Es war kurz nach Sonnenaufgang, als Leben auf die Baustelle kam. Schwarze und weisse Männer in gelben und orangen Jacken tauchten auf und kurz drauf erklang das Aufbrüllen der Baumaschinen, Traktoren, Planierraupen und Bagger und einer schrie „Vorsicht, sie kommen“ und schon herrschte emsiges Treiben auf einer dieser Baustellen, auf denen gebaggert wird, damit die Autofahrer demnächst schneller und stressfreier zum Arbeitsplatz gelangen. In ein paar Jahren werden sich ihre Arbeitsplätze verlagert haben, damit notgedrungen die alltäglichen Staus, so dass der jetzt erweiterte Kreisverkehr wieder zurück gebaut werden muss und die Kühe wieder näher ans Geschehen, sprich Strassenrand, rücken können.

Leise blubbernd kämpfte sich der Kodiaq RS durch den Kreisverkehr, mit seinem imponierenden Körperbau konnte er sich mühelos gegen den Pulk der kleinen SUVs und Crossover-Pimmel durchsetzen, denn bekanntlich geht es im Luxemburger Stoss-Verkehr um Grösse und Lautstärke. Beim Kodiaq RS stimmt die Musik, sie klingt wie das Röhren eines Sportwagens, besonders im „Sport“-Modus, dabei arbeitet unter der Haube ein Zweiliter Diesel, ein sehr munterer Geselle mit 240 PS, mit Siebengang-Automatik über intelligentes Allrad auf die Strasse gebracht.

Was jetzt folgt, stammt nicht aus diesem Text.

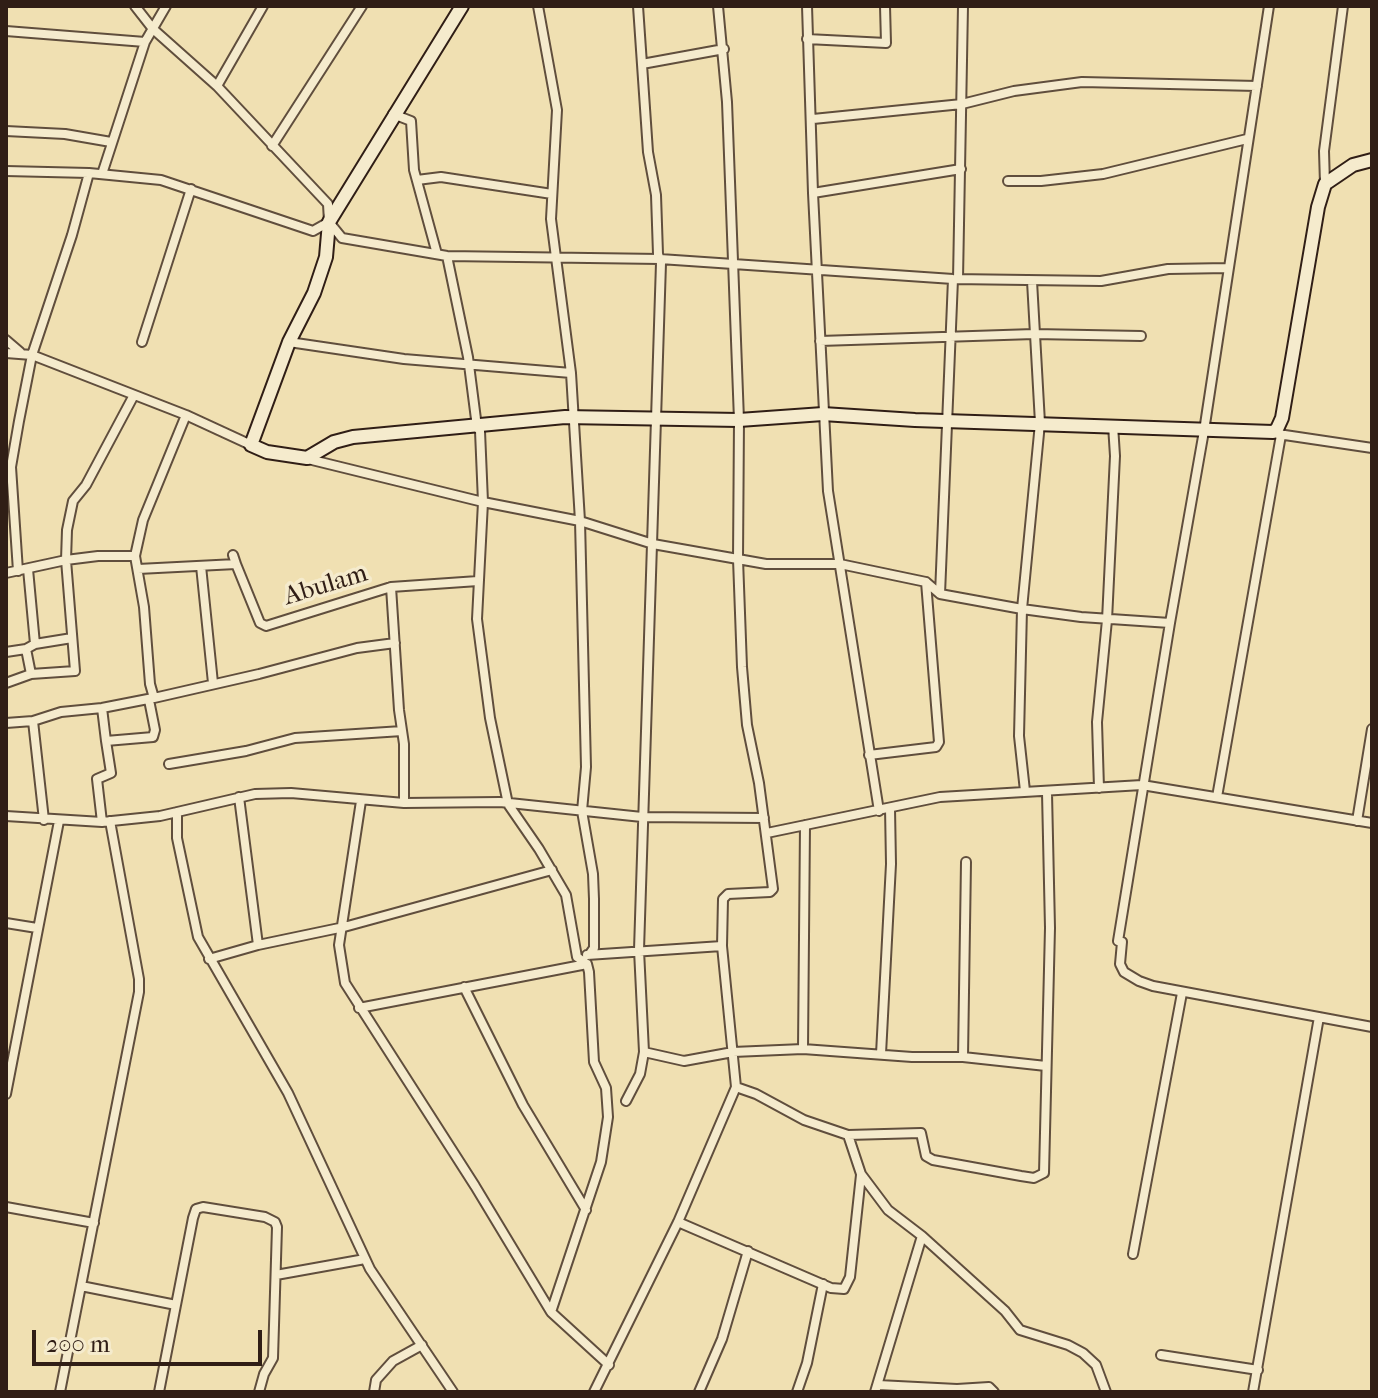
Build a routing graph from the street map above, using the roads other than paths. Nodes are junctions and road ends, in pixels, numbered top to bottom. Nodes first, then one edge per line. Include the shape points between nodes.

Ein sportlich abgestimmtes Fahrwerk mit aktiver Dämpferreglung kann man bei Zeitlupentempo im Kreisverkehr natürlich nur ansatzweise erahnen, dann macht man es sich eben in den sportlichen Ledersitzen gemütlich und geniesst die Aussicht aus hoher Sitzposition. “Typisch Skoda, murmelte meine Oma mit den Springerstiefeln und legte das Faltblatt „Space Mining im Dritten Alter – Wir kaufen Ihre Goldzähne“ zur Seite. „Fabelhaft Platz und so komfortabel wie gehabt, lobte sie. Skoda weiss immer wieder zu begeistern.“ Und auch eine dritte Sitzreihe kann man anbringen, erklärte ich ihr, worauf sie einwarf: „Da sitzt man wie einst im Ciné de la Cour, nur ohne Flöhe!“

Es ging dann auf die Autobahn und nachher auf die Landstrasse. Hier zeigte sich der RS Kodiaq wohltuend antrittsstark, ausdauernd und agil, seine Lenkung, die mit steigendem Tempo immer strammer wird, ist ein Genuss, die Aufhängung wird hohen sportlichen Ansprüchen gerecht. Obwohl, für den strammen Auftritt auf kurvigen Strassen ist er nicht konzipiert, aber allein schon sein Durchzugsvermögen mit einem Drehmoment von 500 Nm ist die Reise wert. Bei dem Leistungsvermögen und dem Fahrkomfort nimmt man gerne die 7-8 Liter Diesel in Kauf, die der Zweiliter verbraucht. Natürlich Euro 6d-TEMP konform mit Oxydationskatalysator, Dieselpartikelfilter und SCR-Kat für Abgasnachbehandlung. Ätsch!

1 Kommentar

  1. Wie könnt Ihr den Leuten noch solche Autos vorstellen wo keiner weiss wie lange man noch damit fahren darf, und wenn wieviel Steuer die Grünen Diktatoren dafür abverlangen?